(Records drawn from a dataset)

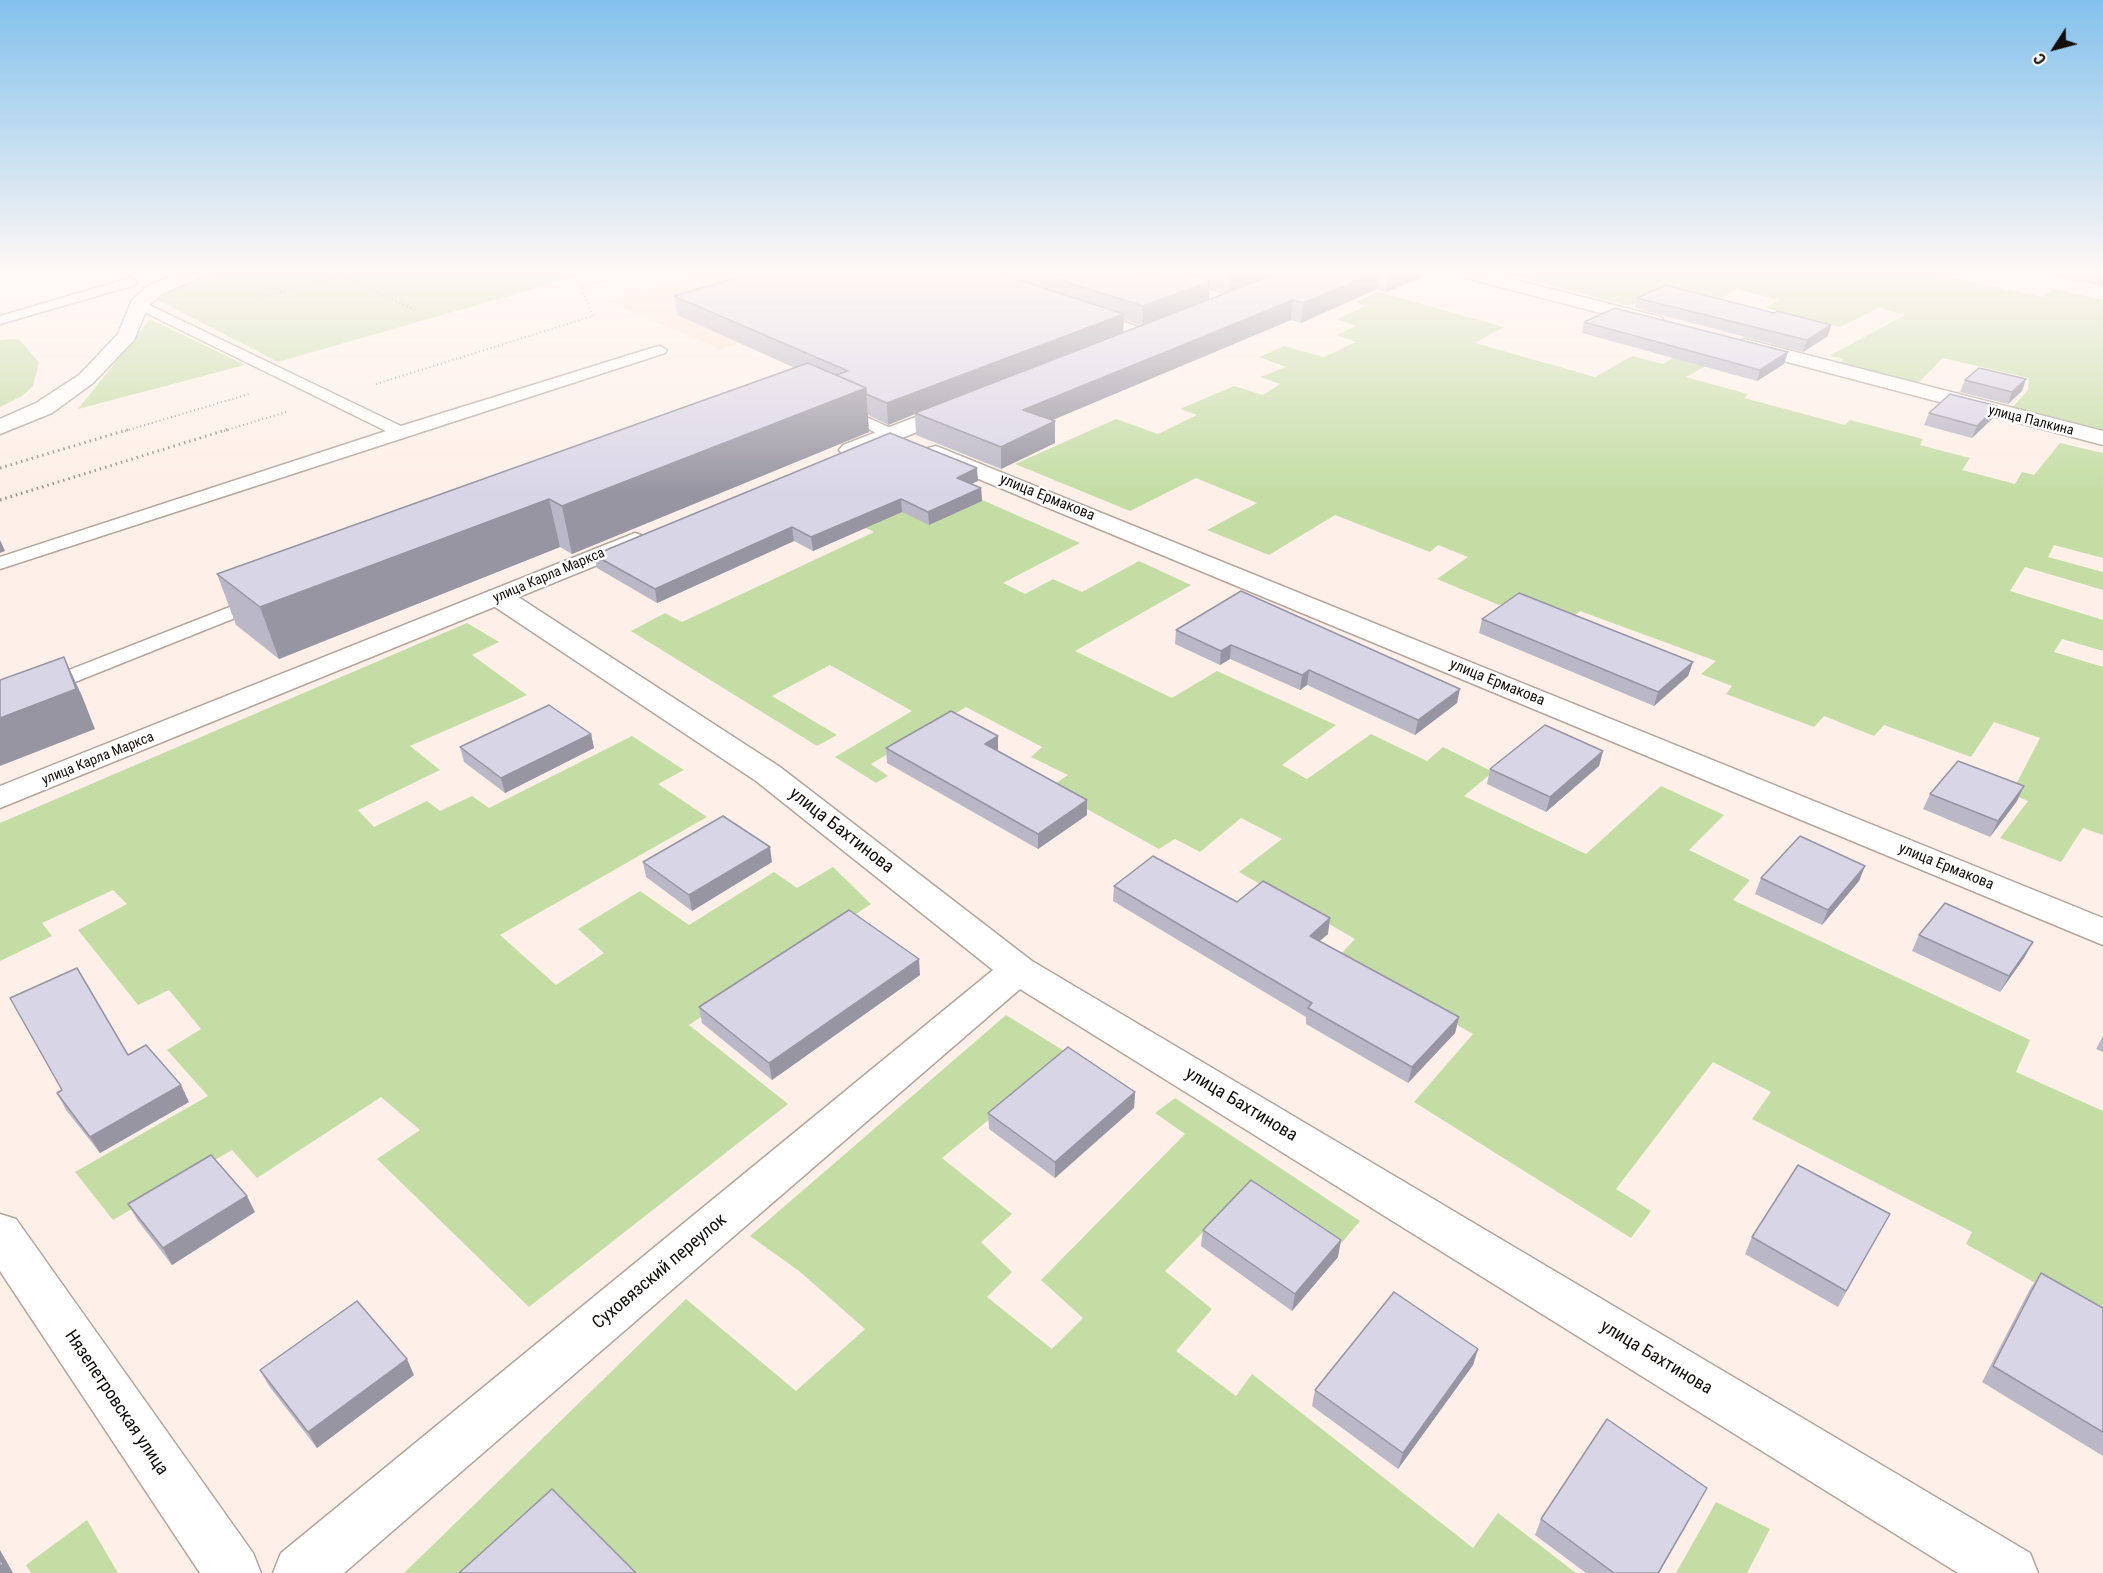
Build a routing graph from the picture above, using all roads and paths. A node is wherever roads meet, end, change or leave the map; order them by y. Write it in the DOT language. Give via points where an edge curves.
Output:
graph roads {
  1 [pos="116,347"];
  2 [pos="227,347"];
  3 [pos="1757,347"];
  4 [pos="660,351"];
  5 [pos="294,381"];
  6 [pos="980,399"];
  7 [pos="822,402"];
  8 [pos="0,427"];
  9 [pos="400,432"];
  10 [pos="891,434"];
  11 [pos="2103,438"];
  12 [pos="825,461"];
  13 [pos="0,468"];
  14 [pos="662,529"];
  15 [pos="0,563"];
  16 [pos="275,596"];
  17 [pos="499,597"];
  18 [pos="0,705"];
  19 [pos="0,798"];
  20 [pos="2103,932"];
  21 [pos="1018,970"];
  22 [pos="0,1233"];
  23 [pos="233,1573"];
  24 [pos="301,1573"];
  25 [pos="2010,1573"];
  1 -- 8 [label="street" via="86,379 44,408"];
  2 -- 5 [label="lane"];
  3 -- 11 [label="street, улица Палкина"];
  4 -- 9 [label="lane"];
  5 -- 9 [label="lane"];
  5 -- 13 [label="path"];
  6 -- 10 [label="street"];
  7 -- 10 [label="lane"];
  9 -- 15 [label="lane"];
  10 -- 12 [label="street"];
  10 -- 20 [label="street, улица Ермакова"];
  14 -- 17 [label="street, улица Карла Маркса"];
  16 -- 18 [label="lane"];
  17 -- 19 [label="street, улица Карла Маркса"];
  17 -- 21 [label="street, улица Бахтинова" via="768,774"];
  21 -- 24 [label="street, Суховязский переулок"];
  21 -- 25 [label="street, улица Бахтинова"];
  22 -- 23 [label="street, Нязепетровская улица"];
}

About this exercise:
For the string "улица", go through the entries above and copy each line where it occurs.

Task response:
  3 -- 11 [label="street, улица Палкина"];
  10 -- 20 [label="street, улица Ермакова"];
  14 -- 17 [label="street, улица Карла Маркса"];
  17 -- 19 [label="street, улица Карла Маркса"];
  17 -- 21 [label="street, улица Бахтинова" via="768,774"];
  21 -- 25 [label="street, улица Бахтинова"];
  22 -- 23 [label="street, Нязепетровская улица"];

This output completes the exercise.